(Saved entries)

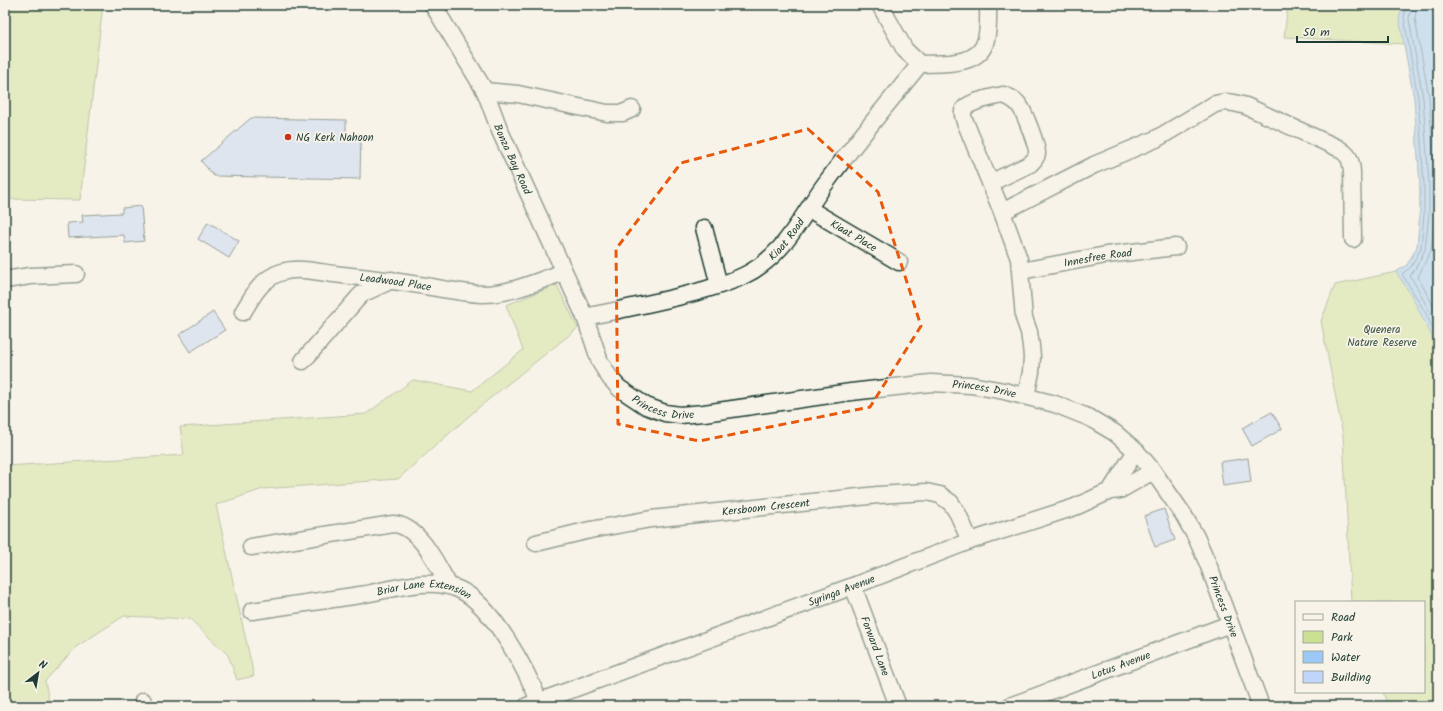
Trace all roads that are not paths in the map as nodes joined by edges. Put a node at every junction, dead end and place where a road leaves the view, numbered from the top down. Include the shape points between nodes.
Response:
1 (433, 5) edge
2 (880, 5) edge
3 (988, 5) edge
4 (920, 64) junction
5 (485, 91) junction
6 (632, 109) dead end
7 (990, 183) junction
8 (809, 209) junction
9 (1002, 212) junction
10 (704, 228) dead end
11 (1353, 239) dead end
12 (1176, 247) dead end
13 (899, 262) dead end
14 (564, 272) junction
15 (1021, 272) junction
16 (76, 274) dead end
17 (5, 280) edge
18 (392, 280) junction
19 (719, 286) junction
20 (243, 312) dead end
21 (585, 317) junction
22 (303, 361) dead end
23 (1026, 396) junction
24 (1136, 451) junction
25 (1153, 471) junction
26 (1110, 491) junction
27 (970, 541) junction
28 (536, 543) dead end
29 (251, 547) dead end
30 (449, 586) junction
31 (853, 586) junction
32 (252, 611) dead end
33 (1230, 624) junction
34 (535, 704) edge
35 (898, 706) edge
36 (1010, 706) edge
37 (1261, 706) edge

1 - 5 street, Bonza Bay Road
2 - 4 street via 905,50
3 - 4 street via 986,40 982,50 967,60
4 - 8 street, Kiaat Road via 831,175
5 - 6 street via 518,94 607,113
5 - 14 street, Bonza Bay Road via 500,131
7 - 7 street via 963,112 969,104 1003,95 1015,100 1020,107 1037,153 1035,160 1030,164
7 - 9 street
8 - 13 street, Kiaat Place
8 - 19 street, Kiaat Road via 790,238 770,258 744,276
9 - 11 street via 1094,165 1156,140 1207,108 1225,102 1246,106 1347,154 1352,172
9 - 15 street via 1019,259
10 - 19 street
12 - 15 street, Innesfree Road via 1106,255
14 - 18 street, Leadwood Place via 518,288 482,294
14 - 21 street, Bonza Bay Road
15 - 23 street via 1024,318 1029,332 1032,357
16 - 17 street
18 - 20 street, Leadwood Place via 299,270 283,272 268,279 254,292
18 - 22 street via 362,294
19 - 21 street, Kiaat Road
21 - 23 street, Princess Drive via 600,362 610,378 634,399 665,413 704,413 931,383 1004,390
23 - 24 street, Princess Drive via 1090,418 1115,433
24 - 25 street, Princess Drive
24 - 26 street
25 - 26 street, Syringa Avenue via 1120,490
25 - 33 street, Princess Drive via 1196,537
26 - 27 street, Syringa Avenue via 1074,507
27 - 28 street, Kersboom Crescent via 951,503 940,495 926,492 651,519
27 - 31 street, Syringa Avenue
29 - 30 street via 400,524 407,527 420,540
30 - 32 street, Briar Lane Extension via 411,585
30 - 34 street, Briar Lane Extension via 460,590 482,606 501,630 521,662
31 - 34 street, Syringa Avenue
31 - 35 street, Forward Lane
33 - 36 street, Lotus Avenue
33 - 37 street, Princess Drive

- THE TASK
Your copy of the data should match it exactly, apart from the images, which are omitted.

- OUTPUT FOR THIS EXERCISE
Trace all roads that are not paths in the map as nodes joined by edges. Put a node at every junction, dead end and place where a road leaves the view, numbered from the top down. Include the shape points between nodes.
Response:
1 (433, 5) edge
2 (880, 5) edge
3 (988, 5) edge
4 (920, 64) junction
5 (485, 91) junction
6 (632, 109) dead end
7 (990, 183) junction
8 (809, 209) junction
9 (1002, 212) junction
10 (704, 228) dead end
11 (1353, 239) dead end
12 (1176, 247) dead end
13 (899, 262) dead end
14 (564, 272) junction
15 (1021, 272) junction
16 (76, 274) dead end
17 (5, 280) edge
18 (392, 280) junction
19 (719, 286) junction
20 (243, 312) dead end
21 (585, 317) junction
22 (303, 361) dead end
23 (1026, 396) junction
24 (1136, 451) junction
25 (1153, 471) junction
26 (1110, 491) junction
27 (970, 541) junction
28 (536, 543) dead end
29 (251, 547) dead end
30 (449, 586) junction
31 (853, 586) junction
32 (252, 611) dead end
33 (1230, 624) junction
34 (535, 704) edge
35 (898, 706) edge
36 (1010, 706) edge
37 (1261, 706) edge

1 - 5 street, Bonza Bay Road
2 - 4 street via 905,50
3 - 4 street via 986,40 982,50 967,60
4 - 8 street, Kiaat Road via 831,175
5 - 6 street via 518,94 607,113
5 - 14 street, Bonza Bay Road via 500,131
7 - 7 street via 963,112 969,104 1003,95 1015,100 1020,107 1037,153 1035,160 1030,164
7 - 9 street
8 - 13 street, Kiaat Place
8 - 19 street, Kiaat Road via 790,238 770,258 744,276
9 - 11 street via 1094,165 1156,140 1207,108 1225,102 1246,106 1347,154 1352,172
9 - 15 street via 1019,259
10 - 19 street
12 - 15 street, Innesfree Road via 1106,255
14 - 18 street, Leadwood Place via 518,288 482,294
14 - 21 street, Bonza Bay Road
15 - 23 street via 1024,318 1029,332 1032,357
16 - 17 street
18 - 20 street, Leadwood Place via 299,270 283,272 268,279 254,292
18 - 22 street via 362,294
19 - 21 street, Kiaat Road
21 - 23 street, Princess Drive via 600,362 610,378 634,399 665,413 704,413 931,383 1004,390
23 - 24 street, Princess Drive via 1090,418 1115,433
24 - 25 street, Princess Drive
24 - 26 street
25 - 26 street, Syringa Avenue via 1120,490
25 - 33 street, Princess Drive via 1196,537
26 - 27 street, Syringa Avenue via 1074,507
27 - 28 street, Kersboom Crescent via 951,503 940,495 926,492 651,519
27 - 31 street, Syringa Avenue
29 - 30 street via 400,524 407,527 420,540
30 - 32 street, Briar Lane Extension via 411,585
30 - 34 street, Briar Lane Extension via 460,590 482,606 501,630 521,662
31 - 34 street, Syringa Avenue
31 - 35 street, Forward Lane
33 - 36 street, Lotus Avenue
33 - 37 street, Princess Drive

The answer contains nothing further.